(Collection entries)
╭──

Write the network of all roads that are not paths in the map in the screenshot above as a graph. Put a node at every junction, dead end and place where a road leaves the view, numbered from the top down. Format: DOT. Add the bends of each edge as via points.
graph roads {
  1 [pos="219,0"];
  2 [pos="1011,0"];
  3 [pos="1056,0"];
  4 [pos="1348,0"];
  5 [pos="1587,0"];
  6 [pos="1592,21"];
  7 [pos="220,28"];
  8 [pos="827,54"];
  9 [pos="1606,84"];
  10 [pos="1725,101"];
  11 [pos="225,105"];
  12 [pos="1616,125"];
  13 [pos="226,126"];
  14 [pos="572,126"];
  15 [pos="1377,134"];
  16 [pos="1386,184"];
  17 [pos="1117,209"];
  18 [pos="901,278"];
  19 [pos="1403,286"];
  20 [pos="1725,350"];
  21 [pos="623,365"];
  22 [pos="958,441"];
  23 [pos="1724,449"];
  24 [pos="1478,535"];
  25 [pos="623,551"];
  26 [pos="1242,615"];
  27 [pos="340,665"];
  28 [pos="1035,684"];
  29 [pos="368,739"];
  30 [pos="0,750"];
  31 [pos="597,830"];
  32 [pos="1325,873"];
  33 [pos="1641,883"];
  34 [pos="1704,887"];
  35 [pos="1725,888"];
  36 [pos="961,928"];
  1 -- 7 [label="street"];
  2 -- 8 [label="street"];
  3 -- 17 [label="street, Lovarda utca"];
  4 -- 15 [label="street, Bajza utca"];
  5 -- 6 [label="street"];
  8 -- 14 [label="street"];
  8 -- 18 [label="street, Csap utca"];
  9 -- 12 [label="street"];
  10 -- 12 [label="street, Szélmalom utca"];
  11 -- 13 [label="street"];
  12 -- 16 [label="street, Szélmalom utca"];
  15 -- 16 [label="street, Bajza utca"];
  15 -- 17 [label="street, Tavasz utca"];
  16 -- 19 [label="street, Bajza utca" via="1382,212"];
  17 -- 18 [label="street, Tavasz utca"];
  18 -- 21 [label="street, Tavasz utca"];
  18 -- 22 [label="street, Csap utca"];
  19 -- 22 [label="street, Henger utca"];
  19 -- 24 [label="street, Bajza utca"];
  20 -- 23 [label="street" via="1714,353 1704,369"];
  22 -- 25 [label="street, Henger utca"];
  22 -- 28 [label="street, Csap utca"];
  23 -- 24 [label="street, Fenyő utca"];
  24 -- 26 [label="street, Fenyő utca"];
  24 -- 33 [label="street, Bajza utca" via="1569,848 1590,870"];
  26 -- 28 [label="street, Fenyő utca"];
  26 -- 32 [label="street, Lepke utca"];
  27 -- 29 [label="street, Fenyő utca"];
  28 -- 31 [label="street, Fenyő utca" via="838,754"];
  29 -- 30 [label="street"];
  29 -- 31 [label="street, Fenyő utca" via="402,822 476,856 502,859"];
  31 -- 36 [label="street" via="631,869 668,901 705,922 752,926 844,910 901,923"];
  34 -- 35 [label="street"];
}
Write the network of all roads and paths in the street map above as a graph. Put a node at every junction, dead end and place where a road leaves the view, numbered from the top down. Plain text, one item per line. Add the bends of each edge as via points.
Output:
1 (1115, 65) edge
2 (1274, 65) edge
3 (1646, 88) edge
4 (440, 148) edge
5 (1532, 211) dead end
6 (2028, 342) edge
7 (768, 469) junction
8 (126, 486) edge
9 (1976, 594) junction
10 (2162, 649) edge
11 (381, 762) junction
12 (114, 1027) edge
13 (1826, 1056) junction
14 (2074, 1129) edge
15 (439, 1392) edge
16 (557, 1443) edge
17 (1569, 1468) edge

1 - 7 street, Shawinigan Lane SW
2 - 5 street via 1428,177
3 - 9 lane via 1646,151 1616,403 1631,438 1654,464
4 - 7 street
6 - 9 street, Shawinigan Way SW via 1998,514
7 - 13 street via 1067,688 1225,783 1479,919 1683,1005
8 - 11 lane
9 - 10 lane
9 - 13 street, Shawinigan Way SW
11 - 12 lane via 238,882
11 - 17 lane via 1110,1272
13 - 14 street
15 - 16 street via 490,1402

╰──

WHAT YOU HAVE TO DO »
Whatever appears in the data above should be set down again exactly.

FINISHED TASK »
Write the network of all roads that are not paths in the map in the screenshot above as a graph. Put a node at every junction, dead end and place where a road leaves the view, numbered from the top down. Format: DOT. Add the bends of each edge as via points.
graph roads {
  1 [pos="219,0"];
  2 [pos="1011,0"];
  3 [pos="1056,0"];
  4 [pos="1348,0"];
  5 [pos="1587,0"];
  6 [pos="1592,21"];
  7 [pos="220,28"];
  8 [pos="827,54"];
  9 [pos="1606,84"];
  10 [pos="1725,101"];
  11 [pos="225,105"];
  12 [pos="1616,125"];
  13 [pos="226,126"];
  14 [pos="572,126"];
  15 [pos="1377,134"];
  16 [pos="1386,184"];
  17 [pos="1117,209"];
  18 [pos="901,278"];
  19 [pos="1403,286"];
  20 [pos="1725,350"];
  21 [pos="623,365"];
  22 [pos="958,441"];
  23 [pos="1724,449"];
  24 [pos="1478,535"];
  25 [pos="623,551"];
  26 [pos="1242,615"];
  27 [pos="340,665"];
  28 [pos="1035,684"];
  29 [pos="368,739"];
  30 [pos="0,750"];
  31 [pos="597,830"];
  32 [pos="1325,873"];
  33 [pos="1641,883"];
  34 [pos="1704,887"];
  35 [pos="1725,888"];
  36 [pos="961,928"];
  1 -- 7 [label="street"];
  2 -- 8 [label="street"];
  3 -- 17 [label="street, Lovarda utca"];
  4 -- 15 [label="street, Bajza utca"];
  5 -- 6 [label="street"];
  8 -- 14 [label="street"];
  8 -- 18 [label="street, Csap utca"];
  9 -- 12 [label="street"];
  10 -- 12 [label="street, Szélmalom utca"];
  11 -- 13 [label="street"];
  12 -- 16 [label="street, Szélmalom utca"];
  15 -- 16 [label="street, Bajza utca"];
  15 -- 17 [label="street, Tavasz utca"];
  16 -- 19 [label="street, Bajza utca" via="1382,212"];
  17 -- 18 [label="street, Tavasz utca"];
  18 -- 21 [label="street, Tavasz utca"];
  18 -- 22 [label="street, Csap utca"];
  19 -- 22 [label="street, Henger utca"];
  19 -- 24 [label="street, Bajza utca"];
  20 -- 23 [label="street" via="1714,353 1704,369"];
  22 -- 25 [label="street, Henger utca"];
  22 -- 28 [label="street, Csap utca"];
  23 -- 24 [label="street, Fenyő utca"];
  24 -- 26 [label="street, Fenyő utca"];
  24 -- 33 [label="street, Bajza utca" via="1569,848 1590,870"];
  26 -- 28 [label="street, Fenyő utca"];
  26 -- 32 [label="street, Lepke utca"];
  27 -- 29 [label="street, Fenyő utca"];
  28 -- 31 [label="street, Fenyő utca" via="838,754"];
  29 -- 30 [label="street"];
  29 -- 31 [label="street, Fenyő utca" via="402,822 476,856 502,859"];
  31 -- 36 [label="street" via="631,869 668,901 705,922 752,926 844,910 901,923"];
  34 -- 35 [label="street"];
}
Write the network of all roads and paths in the street map above as a graph. Put a node at every junction, dead end and place where a road leaves the view, numbered from the top down. Plain text, one item per line. Add the bends of each edge as via points.
Output:
1 (1115, 65) edge
2 (1274, 65) edge
3 (1646, 88) edge
4 (440, 148) edge
5 (1532, 211) dead end
6 (2028, 342) edge
7 (768, 469) junction
8 (126, 486) edge
9 (1976, 594) junction
10 (2162, 649) edge
11 (381, 762) junction
12 (114, 1027) edge
13 (1826, 1056) junction
14 (2074, 1129) edge
15 (439, 1392) edge
16 (557, 1443) edge
17 (1569, 1468) edge

1 - 7 street, Shawinigan Lane SW
2 - 5 street via 1428,177
3 - 9 lane via 1646,151 1616,403 1631,438 1654,464
4 - 7 street
6 - 9 street, Shawinigan Way SW via 1998,514
7 - 13 street via 1067,688 1225,783 1479,919 1683,1005
8 - 11 lane
9 - 10 lane
9 - 13 street, Shawinigan Way SW
11 - 12 lane via 238,882
11 - 17 lane via 1110,1272
13 - 14 street
15 - 16 street via 490,1402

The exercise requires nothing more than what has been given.